Data records:
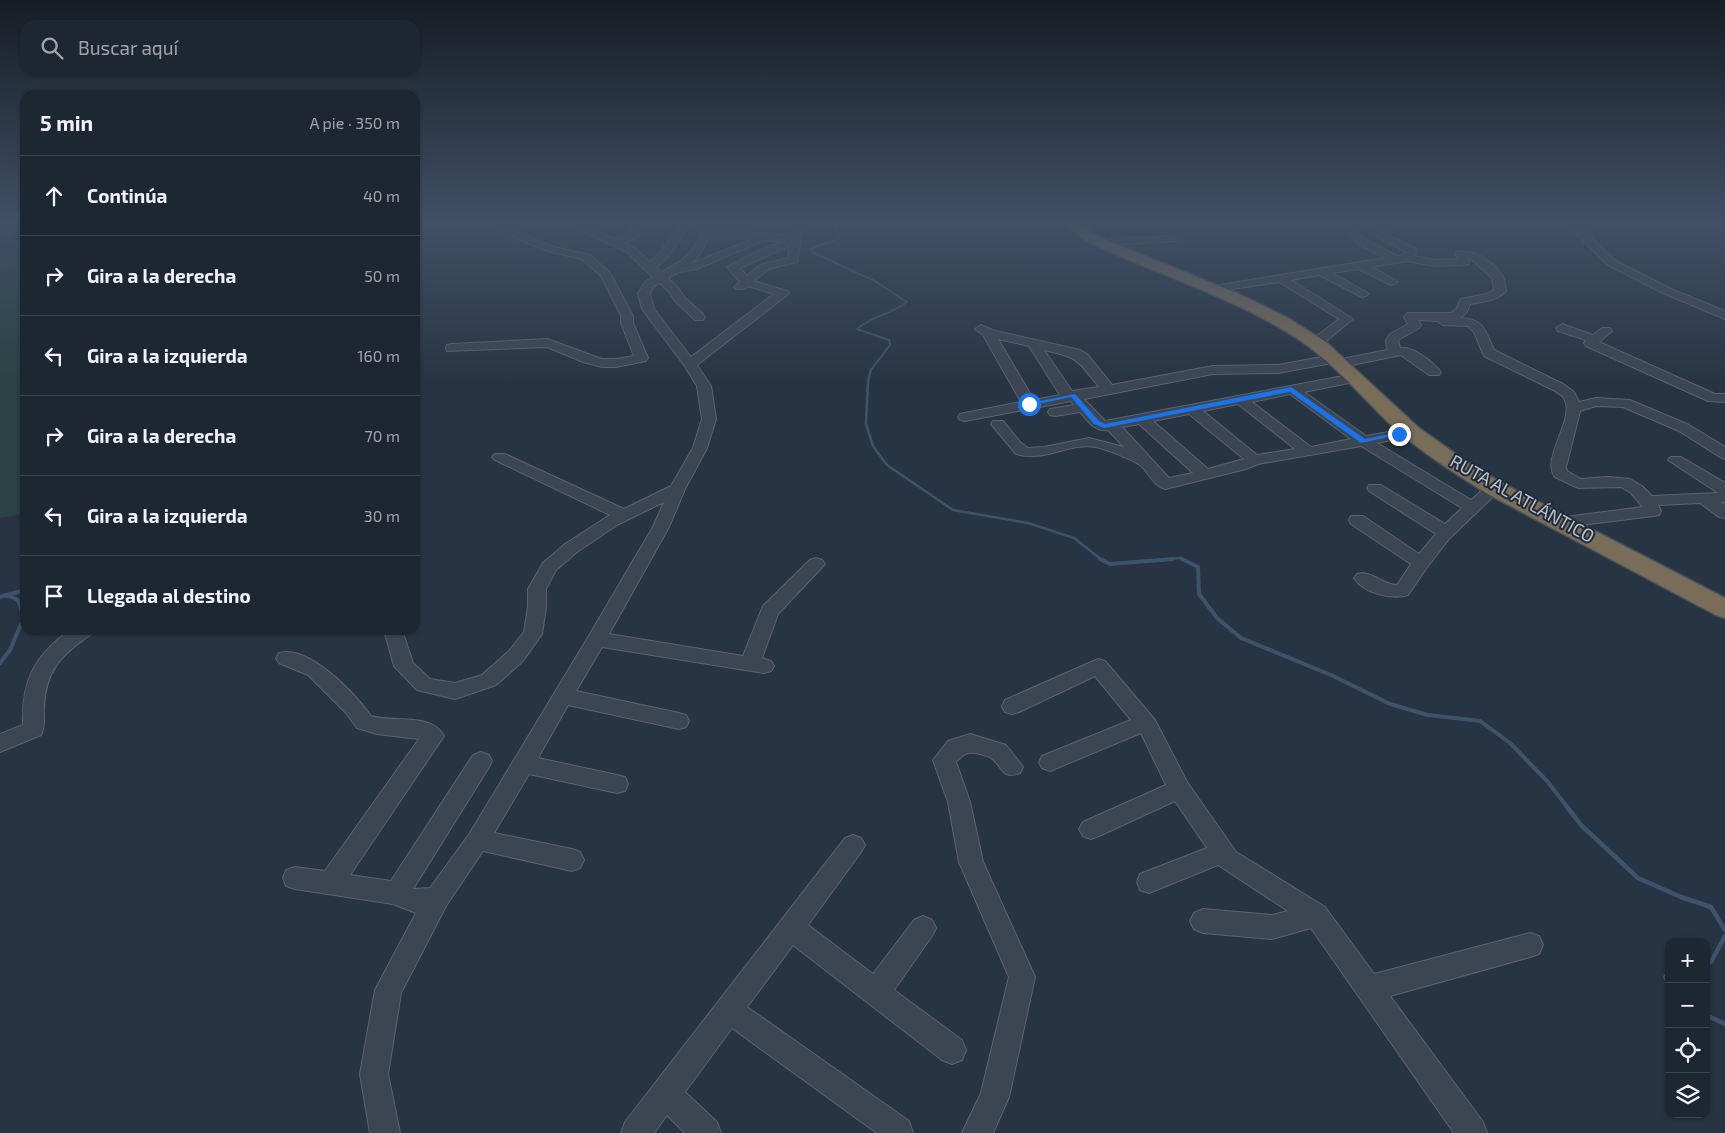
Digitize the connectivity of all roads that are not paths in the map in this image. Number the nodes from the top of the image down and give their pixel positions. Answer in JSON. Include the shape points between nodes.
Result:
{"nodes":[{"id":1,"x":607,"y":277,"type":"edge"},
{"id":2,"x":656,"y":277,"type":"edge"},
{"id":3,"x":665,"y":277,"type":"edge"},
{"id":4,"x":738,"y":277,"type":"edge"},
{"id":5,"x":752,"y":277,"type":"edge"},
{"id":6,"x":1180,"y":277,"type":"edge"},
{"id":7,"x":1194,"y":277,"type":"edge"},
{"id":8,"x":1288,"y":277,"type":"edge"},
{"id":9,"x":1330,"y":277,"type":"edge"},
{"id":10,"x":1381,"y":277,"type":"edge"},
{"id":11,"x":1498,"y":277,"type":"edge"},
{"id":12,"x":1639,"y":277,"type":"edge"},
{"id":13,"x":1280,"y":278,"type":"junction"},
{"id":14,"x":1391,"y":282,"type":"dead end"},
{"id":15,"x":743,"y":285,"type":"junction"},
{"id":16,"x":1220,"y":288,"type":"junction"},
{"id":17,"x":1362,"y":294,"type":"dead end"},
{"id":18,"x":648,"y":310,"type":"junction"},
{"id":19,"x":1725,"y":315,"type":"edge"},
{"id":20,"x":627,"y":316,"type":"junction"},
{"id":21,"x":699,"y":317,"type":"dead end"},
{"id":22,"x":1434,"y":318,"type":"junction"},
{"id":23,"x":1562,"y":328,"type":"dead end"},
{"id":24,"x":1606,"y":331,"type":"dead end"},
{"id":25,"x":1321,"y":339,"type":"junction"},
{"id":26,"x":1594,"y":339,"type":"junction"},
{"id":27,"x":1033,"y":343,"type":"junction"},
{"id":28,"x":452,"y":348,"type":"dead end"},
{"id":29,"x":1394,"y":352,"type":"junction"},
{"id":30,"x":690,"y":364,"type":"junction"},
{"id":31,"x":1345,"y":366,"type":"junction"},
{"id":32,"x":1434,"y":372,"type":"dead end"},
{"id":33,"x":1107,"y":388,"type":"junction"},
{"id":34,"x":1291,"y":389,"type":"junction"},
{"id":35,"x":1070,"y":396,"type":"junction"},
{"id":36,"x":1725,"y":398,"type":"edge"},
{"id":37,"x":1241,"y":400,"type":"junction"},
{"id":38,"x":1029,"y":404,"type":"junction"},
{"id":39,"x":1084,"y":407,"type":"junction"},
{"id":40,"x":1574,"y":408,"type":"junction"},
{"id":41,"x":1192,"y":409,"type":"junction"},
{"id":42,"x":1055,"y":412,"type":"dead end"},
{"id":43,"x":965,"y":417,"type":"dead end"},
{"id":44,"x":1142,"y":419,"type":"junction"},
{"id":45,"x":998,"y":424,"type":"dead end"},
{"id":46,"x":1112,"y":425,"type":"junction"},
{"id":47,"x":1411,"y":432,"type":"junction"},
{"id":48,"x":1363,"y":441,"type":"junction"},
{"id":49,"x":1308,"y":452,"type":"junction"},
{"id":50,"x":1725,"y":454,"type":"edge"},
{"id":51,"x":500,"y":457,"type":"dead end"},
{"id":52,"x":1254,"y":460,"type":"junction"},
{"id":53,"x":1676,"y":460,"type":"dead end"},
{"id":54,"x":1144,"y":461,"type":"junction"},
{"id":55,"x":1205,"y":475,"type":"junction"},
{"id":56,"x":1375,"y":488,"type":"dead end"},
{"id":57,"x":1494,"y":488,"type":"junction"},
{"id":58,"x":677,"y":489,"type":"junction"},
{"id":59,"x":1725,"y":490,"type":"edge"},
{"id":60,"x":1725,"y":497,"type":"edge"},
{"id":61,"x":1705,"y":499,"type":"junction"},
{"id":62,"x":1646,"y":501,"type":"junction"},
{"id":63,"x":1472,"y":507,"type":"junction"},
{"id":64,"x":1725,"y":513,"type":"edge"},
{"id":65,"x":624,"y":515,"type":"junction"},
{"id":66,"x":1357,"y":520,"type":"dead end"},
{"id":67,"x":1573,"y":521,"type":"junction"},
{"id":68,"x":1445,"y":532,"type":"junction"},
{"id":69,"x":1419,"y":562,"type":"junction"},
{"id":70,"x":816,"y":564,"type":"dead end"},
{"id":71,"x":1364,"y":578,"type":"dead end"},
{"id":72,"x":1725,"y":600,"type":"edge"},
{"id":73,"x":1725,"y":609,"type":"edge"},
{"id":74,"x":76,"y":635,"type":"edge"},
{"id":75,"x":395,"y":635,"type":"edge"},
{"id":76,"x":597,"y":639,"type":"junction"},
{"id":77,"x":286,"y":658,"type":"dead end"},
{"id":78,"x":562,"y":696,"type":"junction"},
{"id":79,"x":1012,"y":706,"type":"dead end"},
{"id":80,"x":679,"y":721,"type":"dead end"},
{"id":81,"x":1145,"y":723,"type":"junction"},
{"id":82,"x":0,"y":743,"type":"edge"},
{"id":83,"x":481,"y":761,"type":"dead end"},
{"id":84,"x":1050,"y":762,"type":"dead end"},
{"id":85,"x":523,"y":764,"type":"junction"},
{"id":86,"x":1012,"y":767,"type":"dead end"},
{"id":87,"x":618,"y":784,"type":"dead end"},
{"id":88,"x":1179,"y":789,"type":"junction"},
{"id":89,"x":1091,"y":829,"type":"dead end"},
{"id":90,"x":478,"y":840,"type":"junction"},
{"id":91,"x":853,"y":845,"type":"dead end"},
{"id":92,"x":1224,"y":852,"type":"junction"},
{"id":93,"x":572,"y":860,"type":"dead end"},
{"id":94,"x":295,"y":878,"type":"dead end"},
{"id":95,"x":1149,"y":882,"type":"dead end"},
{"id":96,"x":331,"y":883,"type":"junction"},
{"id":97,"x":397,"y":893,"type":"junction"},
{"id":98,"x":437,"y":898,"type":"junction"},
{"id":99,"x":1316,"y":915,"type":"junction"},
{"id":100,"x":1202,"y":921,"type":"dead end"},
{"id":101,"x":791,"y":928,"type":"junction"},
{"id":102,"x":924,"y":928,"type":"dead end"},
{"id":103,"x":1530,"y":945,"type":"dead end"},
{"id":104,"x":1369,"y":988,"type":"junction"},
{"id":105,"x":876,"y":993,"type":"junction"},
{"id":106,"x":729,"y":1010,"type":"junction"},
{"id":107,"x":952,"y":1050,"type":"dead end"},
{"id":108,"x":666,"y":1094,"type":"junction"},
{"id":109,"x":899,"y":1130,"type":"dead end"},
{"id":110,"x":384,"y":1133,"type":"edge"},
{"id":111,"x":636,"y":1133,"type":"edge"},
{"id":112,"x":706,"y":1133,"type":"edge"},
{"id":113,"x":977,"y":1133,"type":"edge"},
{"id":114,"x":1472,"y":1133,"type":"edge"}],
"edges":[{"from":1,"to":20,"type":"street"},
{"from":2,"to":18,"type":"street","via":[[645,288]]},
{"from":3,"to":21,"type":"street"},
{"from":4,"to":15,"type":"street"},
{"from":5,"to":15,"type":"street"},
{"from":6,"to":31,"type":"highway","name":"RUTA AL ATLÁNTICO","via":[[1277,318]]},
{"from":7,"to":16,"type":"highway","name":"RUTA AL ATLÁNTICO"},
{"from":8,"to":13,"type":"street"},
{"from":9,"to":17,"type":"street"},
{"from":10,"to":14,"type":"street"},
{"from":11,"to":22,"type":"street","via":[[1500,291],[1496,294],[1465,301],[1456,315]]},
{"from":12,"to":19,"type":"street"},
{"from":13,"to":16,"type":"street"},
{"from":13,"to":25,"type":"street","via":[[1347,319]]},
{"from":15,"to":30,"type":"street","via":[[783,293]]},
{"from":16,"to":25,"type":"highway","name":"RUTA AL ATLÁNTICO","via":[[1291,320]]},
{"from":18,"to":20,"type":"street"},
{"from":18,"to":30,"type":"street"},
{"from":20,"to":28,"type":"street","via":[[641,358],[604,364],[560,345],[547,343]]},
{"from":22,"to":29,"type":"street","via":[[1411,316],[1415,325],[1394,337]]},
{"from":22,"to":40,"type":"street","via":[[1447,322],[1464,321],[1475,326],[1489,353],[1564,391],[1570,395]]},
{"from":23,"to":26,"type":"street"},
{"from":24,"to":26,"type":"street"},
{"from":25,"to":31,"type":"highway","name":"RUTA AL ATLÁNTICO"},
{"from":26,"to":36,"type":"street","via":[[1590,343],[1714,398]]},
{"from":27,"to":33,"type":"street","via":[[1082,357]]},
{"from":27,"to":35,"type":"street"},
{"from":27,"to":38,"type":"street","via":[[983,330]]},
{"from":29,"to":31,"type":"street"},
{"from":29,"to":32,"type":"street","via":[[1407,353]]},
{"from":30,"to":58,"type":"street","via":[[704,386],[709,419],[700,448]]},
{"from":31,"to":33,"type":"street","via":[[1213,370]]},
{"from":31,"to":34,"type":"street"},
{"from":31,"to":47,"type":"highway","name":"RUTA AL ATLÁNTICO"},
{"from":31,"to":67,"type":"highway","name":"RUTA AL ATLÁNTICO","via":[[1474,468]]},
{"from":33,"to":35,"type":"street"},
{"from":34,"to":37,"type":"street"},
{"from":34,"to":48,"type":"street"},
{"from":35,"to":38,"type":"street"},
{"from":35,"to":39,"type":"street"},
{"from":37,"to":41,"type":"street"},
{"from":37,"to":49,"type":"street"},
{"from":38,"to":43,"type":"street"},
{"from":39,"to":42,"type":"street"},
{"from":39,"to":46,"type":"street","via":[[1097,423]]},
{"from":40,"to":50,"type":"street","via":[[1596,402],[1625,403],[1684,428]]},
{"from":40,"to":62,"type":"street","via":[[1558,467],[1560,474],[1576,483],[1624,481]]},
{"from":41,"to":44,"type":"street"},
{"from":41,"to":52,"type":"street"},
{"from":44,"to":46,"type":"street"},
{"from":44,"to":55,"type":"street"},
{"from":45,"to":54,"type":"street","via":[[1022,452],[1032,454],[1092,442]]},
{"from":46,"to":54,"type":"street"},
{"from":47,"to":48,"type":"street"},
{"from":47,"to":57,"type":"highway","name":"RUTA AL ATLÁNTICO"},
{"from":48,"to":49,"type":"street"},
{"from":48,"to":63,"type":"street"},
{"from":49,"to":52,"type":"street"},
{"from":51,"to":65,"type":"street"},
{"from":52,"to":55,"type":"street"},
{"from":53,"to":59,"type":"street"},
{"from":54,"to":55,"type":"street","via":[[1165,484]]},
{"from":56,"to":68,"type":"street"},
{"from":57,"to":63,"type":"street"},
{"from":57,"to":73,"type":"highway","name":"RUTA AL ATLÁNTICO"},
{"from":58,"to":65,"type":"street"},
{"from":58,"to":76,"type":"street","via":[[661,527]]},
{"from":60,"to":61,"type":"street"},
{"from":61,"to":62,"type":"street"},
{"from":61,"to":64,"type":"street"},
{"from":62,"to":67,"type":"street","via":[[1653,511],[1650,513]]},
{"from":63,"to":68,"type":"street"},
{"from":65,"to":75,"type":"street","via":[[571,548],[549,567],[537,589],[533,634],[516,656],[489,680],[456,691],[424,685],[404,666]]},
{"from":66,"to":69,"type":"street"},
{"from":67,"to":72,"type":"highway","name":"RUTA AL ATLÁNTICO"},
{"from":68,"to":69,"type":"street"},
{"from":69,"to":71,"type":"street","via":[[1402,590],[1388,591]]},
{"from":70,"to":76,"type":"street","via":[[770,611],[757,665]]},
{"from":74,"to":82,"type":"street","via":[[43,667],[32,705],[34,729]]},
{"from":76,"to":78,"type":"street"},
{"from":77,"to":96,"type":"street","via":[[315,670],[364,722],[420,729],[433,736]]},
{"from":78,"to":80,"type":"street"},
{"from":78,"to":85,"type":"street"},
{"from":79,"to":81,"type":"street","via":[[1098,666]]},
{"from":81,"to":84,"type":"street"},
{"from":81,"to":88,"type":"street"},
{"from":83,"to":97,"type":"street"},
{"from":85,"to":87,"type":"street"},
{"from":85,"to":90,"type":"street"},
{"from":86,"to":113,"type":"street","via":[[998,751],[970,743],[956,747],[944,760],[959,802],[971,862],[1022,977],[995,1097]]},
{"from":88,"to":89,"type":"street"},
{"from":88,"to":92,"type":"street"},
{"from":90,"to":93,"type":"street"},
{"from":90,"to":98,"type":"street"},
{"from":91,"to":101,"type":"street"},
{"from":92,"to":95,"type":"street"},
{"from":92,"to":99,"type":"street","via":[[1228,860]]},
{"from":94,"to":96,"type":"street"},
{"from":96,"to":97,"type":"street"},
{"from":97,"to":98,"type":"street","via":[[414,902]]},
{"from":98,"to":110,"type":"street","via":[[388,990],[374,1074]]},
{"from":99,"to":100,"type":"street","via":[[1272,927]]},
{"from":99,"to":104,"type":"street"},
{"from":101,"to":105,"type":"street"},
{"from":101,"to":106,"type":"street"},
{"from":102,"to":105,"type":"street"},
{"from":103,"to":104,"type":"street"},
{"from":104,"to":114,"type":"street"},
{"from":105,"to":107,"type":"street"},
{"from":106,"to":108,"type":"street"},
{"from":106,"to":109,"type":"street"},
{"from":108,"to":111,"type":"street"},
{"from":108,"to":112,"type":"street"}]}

DIRECTIONS: For the string "RUTA", filter the data and copy out each line where it occurs.

RESPONSE TO THIS EXERCISE:
{"from":6,"to":31,"type":"highway","name":"RUTA AL ATLÁNTICO","via":[[1277,318]]},
{"from":7,"to":16,"type":"highway","name":"RUTA AL ATLÁNTICO"},
{"from":16,"to":25,"type":"highway","name":"RUTA AL ATLÁNTICO","via":[[1291,320]]},
{"from":25,"to":31,"type":"highway","name":"RUTA AL ATLÁNTICO"},
{"from":31,"to":47,"type":"highway","name":"RUTA AL ATLÁNTICO"},
{"from":31,"to":67,"type":"highway","name":"RUTA AL ATLÁNTICO","via":[[1474,468]]},
{"from":47,"to":57,"type":"highway","name":"RUTA AL ATLÁNTICO"},
{"from":57,"to":73,"type":"highway","name":"RUTA AL ATLÁNTICO"},
{"from":67,"to":72,"type":"highway","name":"RUTA AL ATLÁNTICO"},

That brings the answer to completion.